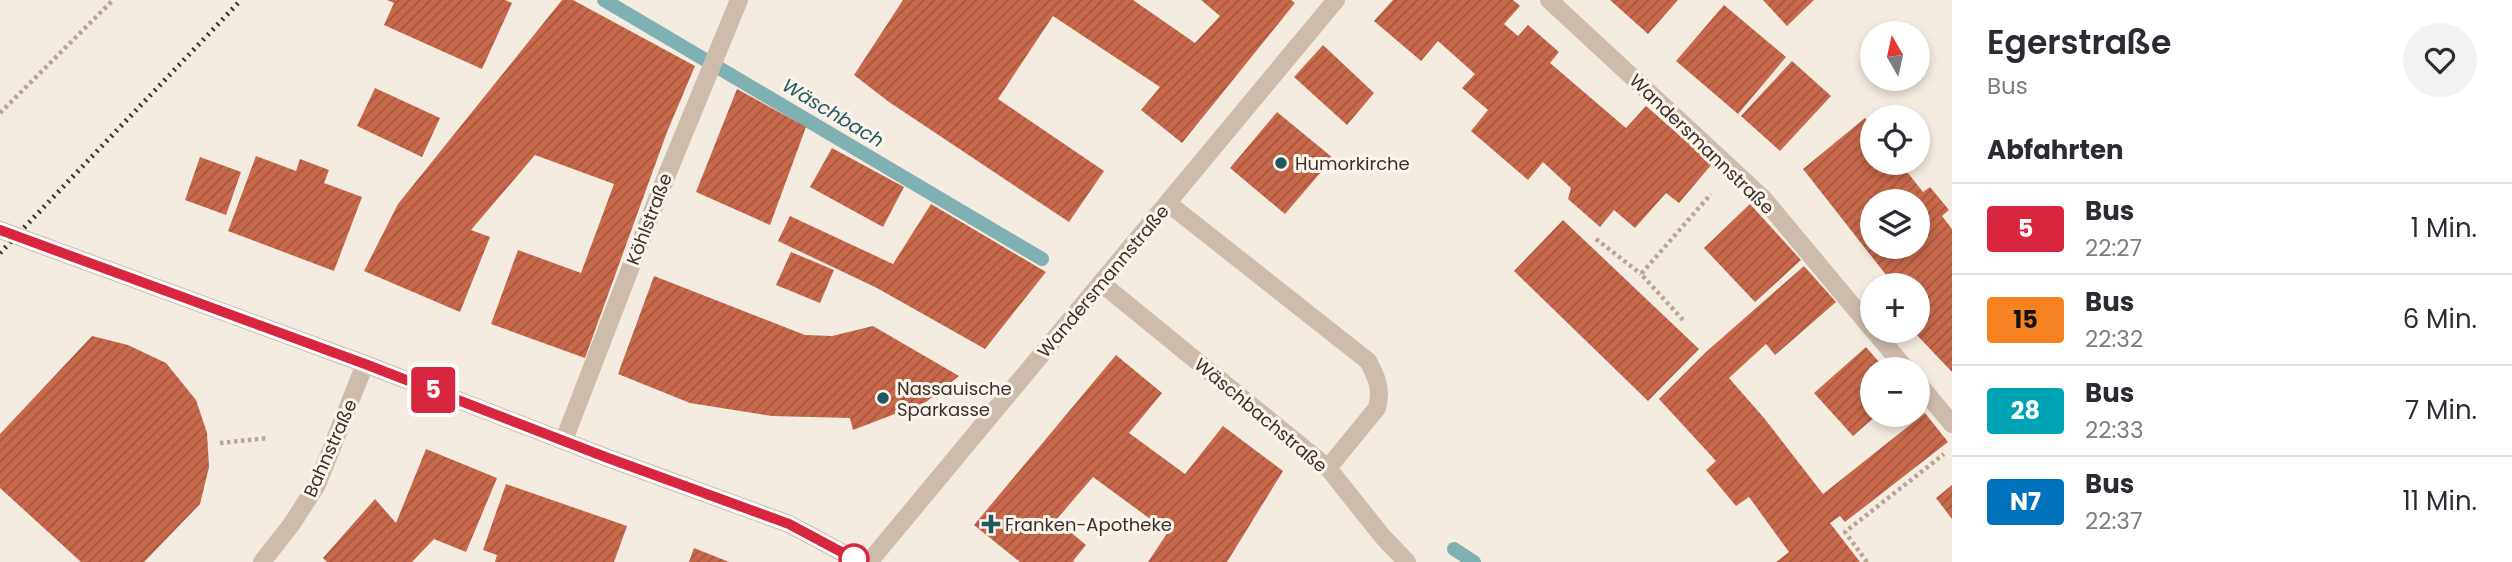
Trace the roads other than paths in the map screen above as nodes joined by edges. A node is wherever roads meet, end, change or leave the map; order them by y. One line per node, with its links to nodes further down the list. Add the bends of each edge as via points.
1 (739, 0): 13 (street, Köhlstraße)
2 (1336, 0): 4 (street, Wandersmannstraße)
3 (1549, 0): 7 (street, Wandersmannstraße, via 1763,198)
4 (1169, 204): 6 (street, Wandersmannstraße); 14 (street, via 1368,361 1378,380 1377,408)
5 (0, 230): 10 (street)
6 (1101, 283): 14 (street, Wäschbachstraße); 17 (street, Wandersmannstraße)
7 (1860, 314)
8 (1884, 343): 9 (street, Wandersmannstraße)
9 (1896, 357)
10 (365, 364): 13 (street); 15 (street, Bahnstraße, via 317,485)
11 (1930, 397): 12 (street)
12 (1952, 424)
13 (564, 440): 16 (street, via 789,524)
14 (1328, 468): 18 (street, Wäschbachstraße)
15 (262, 562)
16 (860, 562)
17 (869, 562)
18 (1407, 562)

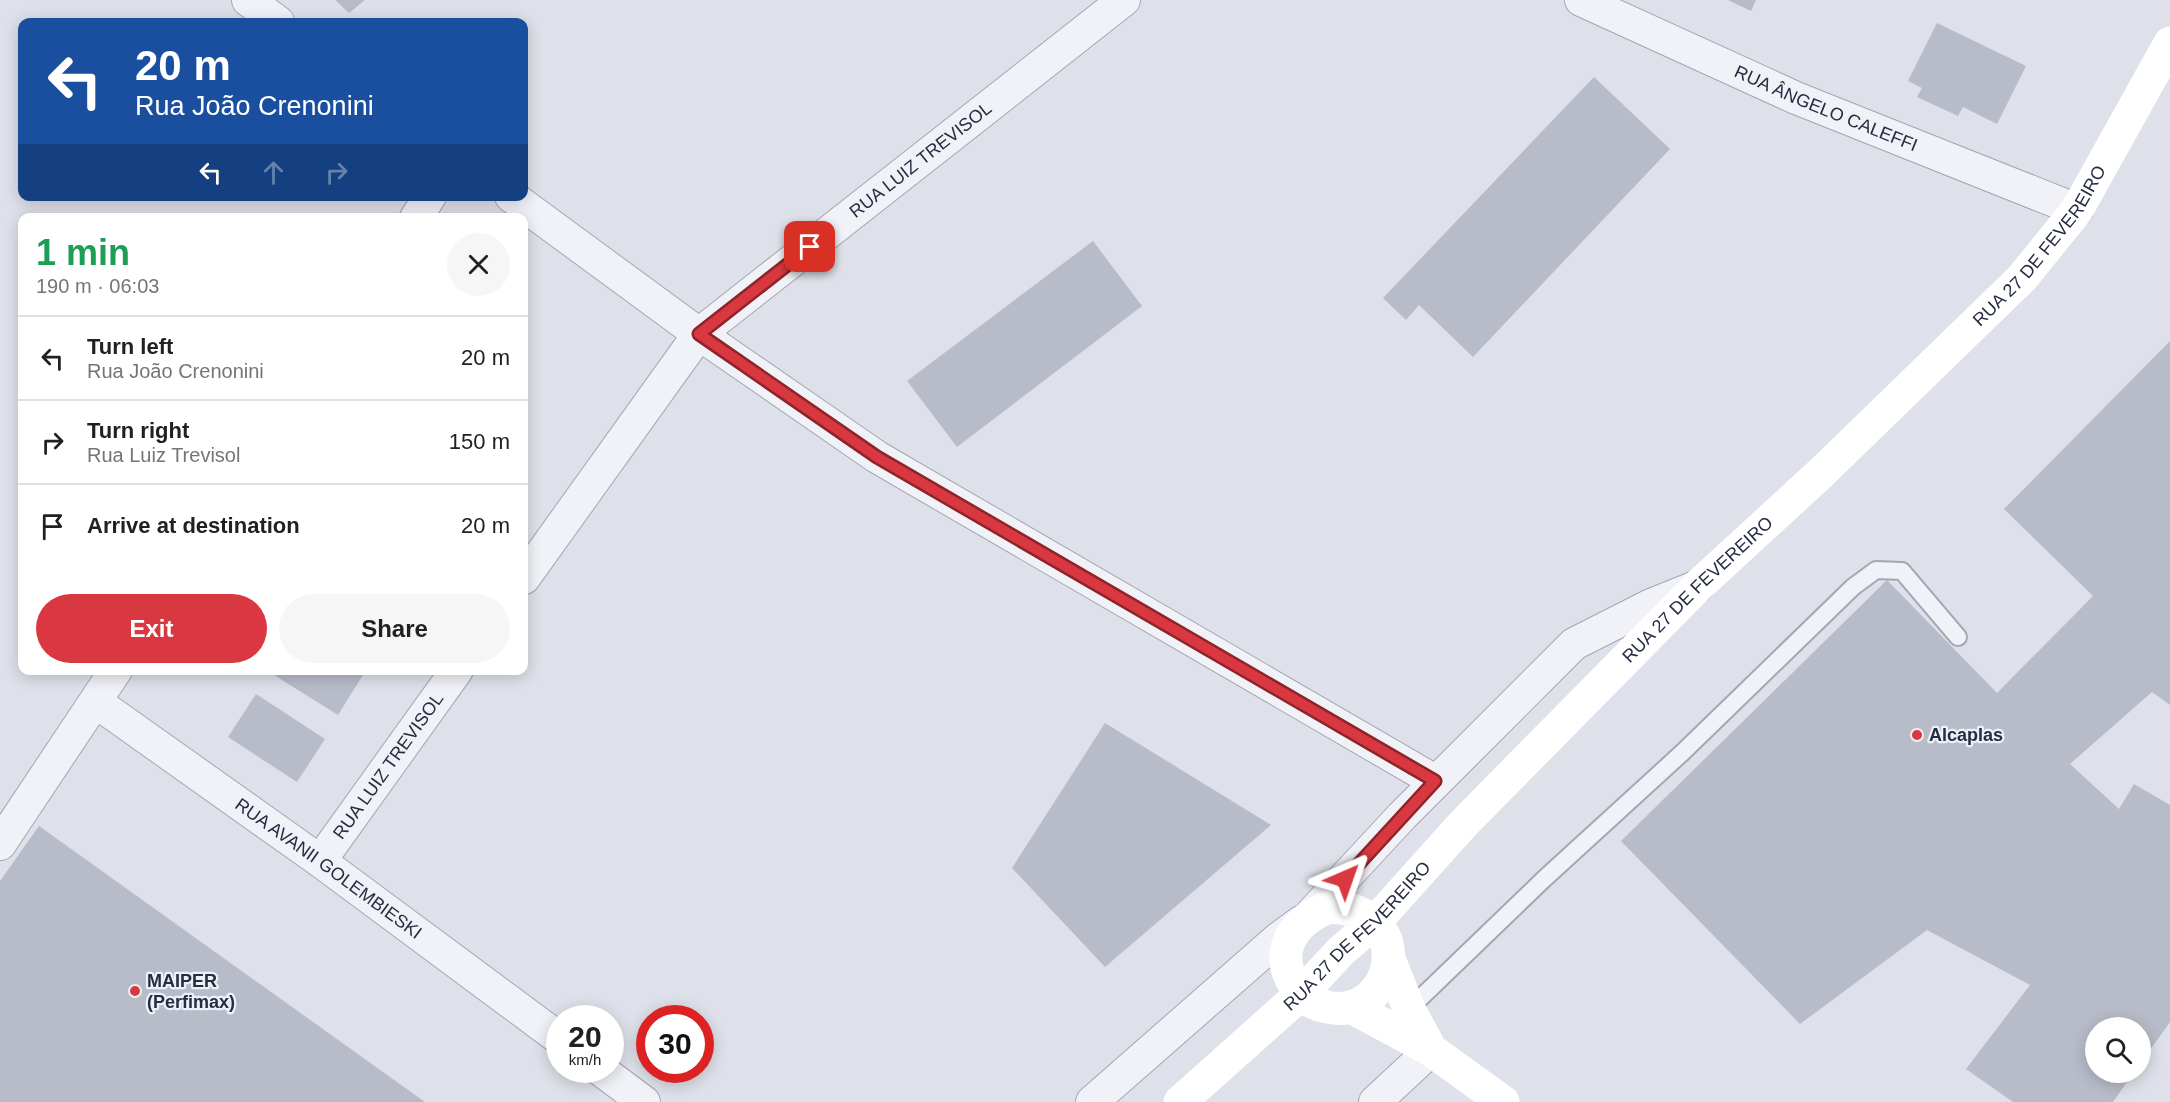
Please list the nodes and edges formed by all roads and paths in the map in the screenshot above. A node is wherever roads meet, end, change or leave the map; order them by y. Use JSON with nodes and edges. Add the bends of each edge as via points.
{"nodes":[{"id":1,"x":248,"y":0,"type":"edge"},
{"id":2,"x":1124,"y":0,"type":"edge"},
{"id":3,"x":1581,"y":0,"type":"edge"},
{"id":4,"x":273,"y":18,"type":"edge"},
{"id":5,"x":2170,"y":43,"type":"edge"},
{"id":6,"x":518,"y":201,"type":"edge"},
{"id":7,"x":2077,"y":210,"type":"junction"},
{"id":8,"x":699,"y":334,"type":"junction"},
{"id":9,"x":528,"y":572,"type":"edge"},
{"id":10,"x":1698,"y":586,"type":"junction"},
{"id":11,"x":1958,"y":637,"type":"dead end"},
{"id":12,"x":113,"y":675,"type":"edge"},
{"id":13,"x":453,"y":675,"type":"edge"},
{"id":14,"x":96,"y":702,"type":"junction"},
{"id":15,"x":1435,"y":781,"type":"junction"},
{"id":16,"x":0,"y":844,"type":"edge"},
{"id":17,"x":320,"y":861,"type":"junction"},
{"id":18,"x":1307,"y":917,"type":"junction"},
{"id":19,"x":1376,"y":921,"type":"junction"},
{"id":20,"x":1388,"y":956,"type":"junction"},
{"id":21,"x":1301,"y":994,"type":"junction"},
{"id":22,"x":1351,"y":1007,"type":"junction"},
{"id":23,"x":1409,"y":1009,"type":"junction"},
{"id":24,"x":546,"y":1029,"type":"edge"},
{"id":25,"x":1431,"y":1050,"type":"junction"},
{"id":26,"x":618,"y":1083,"type":"edge"},
{"id":27,"x":644,"y":1102,"type":"edge"},
{"id":28,"x":1092,"y":1102,"type":"edge"},
{"id":29,"x":1180,"y":1102,"type":"edge"},
{"id":30,"x":1375,"y":1102,"type":"edge"},
{"id":31,"x":1503,"y":1102,"type":"edge"}],
"edges":[{"from":1,"to":4,"type":"street"},
{"from":2,"to":8,"type":"street","name":"RUA LUIZ TREVISOL"},
{"from":3,"to":7,"type":"street","name":"RUA ÂNGELO CALEFFI","via":[[1796,98]]},
{"from":5,"to":7,"type":"main road","name":"RUA 27 DE FEVEREIRO"},
{"from":6,"to":8,"type":"street"},
{"from":7,"to":10,"type":"main road","name":"RUA 27 DE FEVEREIRO","via":[[2022,278]]},
{"from":8,"to":9,"type":"street","name":"RUA LUIZ TREVISOL"},
{"from":8,"to":15,"type":"street","via":[[877,457]]},
{"from":10,"to":15,"type":"street","via":[[1574,644]]},
{"from":10,"to":19,"type":"main road","name":"RUA 27 DE FEVEREIRO","via":[[1464,823]]},
{"from":11,"to":23,"type":"lane","via":[[1902,571],[1876,570],[1853,586]]},
{"from":12,"to":14,"type":"street"},
{"from":13,"to":17,"type":"street","name":"RUA LUIZ TREVISOL"},
{"from":14,"to":16,"type":"street"},
{"from":14,"to":17,"type":"street","name":"RUA AVANII GOLEMBIESKI"},
{"from":15,"to":18,"type":"street"},
{"from":17,"to":24,"type":"street","name":"RUA AVANII GOLEMBIESKI"},
{"from":18,"to":19,"type":"main road","via":[[1330,907],[1347,908]]},
{"from":18,"to":21,"type":"main road","via":[[1291,935],[1286,951],[1287,967]]},
{"from":18,"to":28,"type":"street"},
{"from":19,"to":20,"type":"main road"},
{"from":19,"to":21,"type":"main road","name":"RUA 27 DE FEVEREIRO"},
{"from":20,"to":22,"type":"main road","via":[[1386,973],[1378,988]]},
{"from":20,"to":23,"type":"main road"},
{"from":21,"to":22,"type":"main road","via":[[1318,1005],[1334,1009]]},
{"from":21,"to":29,"type":"main road","name":"RUA 27 DE FEVEREIRO"},
{"from":22,"to":25,"type":"main road"},
{"from":23,"to":25,"type":"main road"},
{"from":25,"to":30,"type":"street"},
{"from":25,"to":31,"type":"main road"},
{"from":26,"to":27,"type":"street"}]}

:: WHAT YOU SHOULD DO ::
Nothing but a number should be given: the number of lines in the records that contain the word "Wäschbachstraße".

:: EXERCISE ANSWER ::
2